What is the remainder when ((55)^15!)^188 is divided by 17

Why did you plug the remainder of 4 into the problem? I understand 55/17 gives remainder of 4 and I see where you went with the problem but I don't understand why you put the remainder back into the problem? Im lost!

When a number a is divided by another number b, the quotient would be some number q and we would get a remainder r. Since we need to find the remainder, we can ignore the quotient and feed in the remainder. On feeding in the remainder and raising it to the power, we can find the total remainder.

Hope this helps! Let me know if you need any further notification.

Thanks Kris, I appreciated it! I am just trying to apply the concept to something else but how would I go about this problem? What is the remainder when ((17)^10)^123) is divided by 3? 17/3 has a remainder of 2, feeding in 2 into the problem how would I then find the remainder? Thanks again!

We need to find the remainder when ((17)^10)^123) is divided by 3
As you suggested let us divide, 17/3 and feed in the remainder back into the question.

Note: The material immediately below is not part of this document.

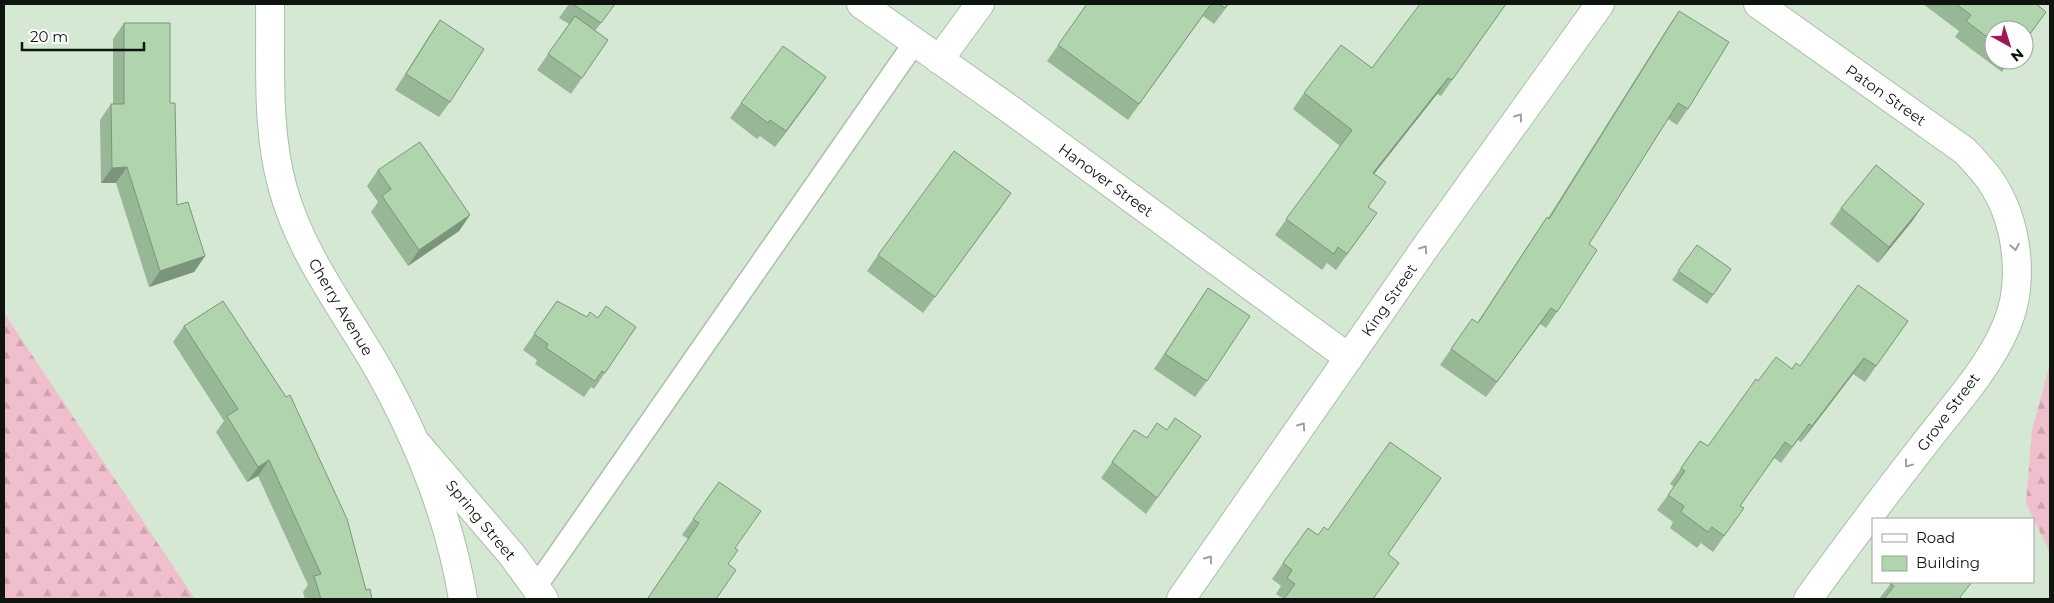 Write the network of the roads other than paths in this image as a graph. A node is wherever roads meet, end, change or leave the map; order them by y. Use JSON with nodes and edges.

((2)^10)^123)= (1024)^123/3
You can divide 1024 by 3. The remainder is 1. Hence 1^123=1

This was possible because the remainder of 17/3 was a small number,2

Another way of doing this is

((2)^10)^123)=((3-1)^10)^123
When you divide the data inside the bracket by 3, 3 would get completely divided by 3 and hence can be ignored.

((-1)^10)^123
Any negative number raised to an even integer= positive number

1^123=1

Hope that helps!

[quote="Richard0715"]Thanks Kris, I appreciated it! I am just trying to apply the concept to something else but how would I go about this problem? What is the remainder when ((17)^10)^123) is divided by 3? 17/3 has a remainder of 2, feeding in 2 into the problem how would I then find the remainder? Thanks again!

I would always try to play with 1 wherever it is possible to reduce the time spent on calculations. In your question, 17 can be written as (18-1) where 18 is divisible by 3 and the rest about -1 is already explained by Kris01.

Hope this helps

Hello.. I understand till the point you plugged in 4 in the expression.
But post that aren't you only simplifying the expression (4^15!)^188 ? instead of calculating the remainder when divided by 17.
I hope I have expressed my doubt clearly. Basically I just lost the context after you plugged in 4 in the expression though I understood why it is done.
But after this, I feel you have merely simplified the expression whereas our main task was to find the remainder.
Kindly elaborate.

Remainder of 55/17=4

The problem reduces to ((4)^15!)^188 divided by 17

(4^(4*2*3*5*6*...15)^188)

We see the remainders of 4^4 by 17 is 1.

So the remainder for the whole expression is 1.

Great explanation!!!
I was able to solve till this step:4^{(15!*188)} and then I was struck!

Can we solve your example above like this:

(2^10)^123 = 2^1230 ... 2 has cycle of 2, 4 , 8 , 6 .. means 4..1230/4 = 370 + 2...2 remaining means last digit will be 4.. 4/3 leaves a remainder of 1.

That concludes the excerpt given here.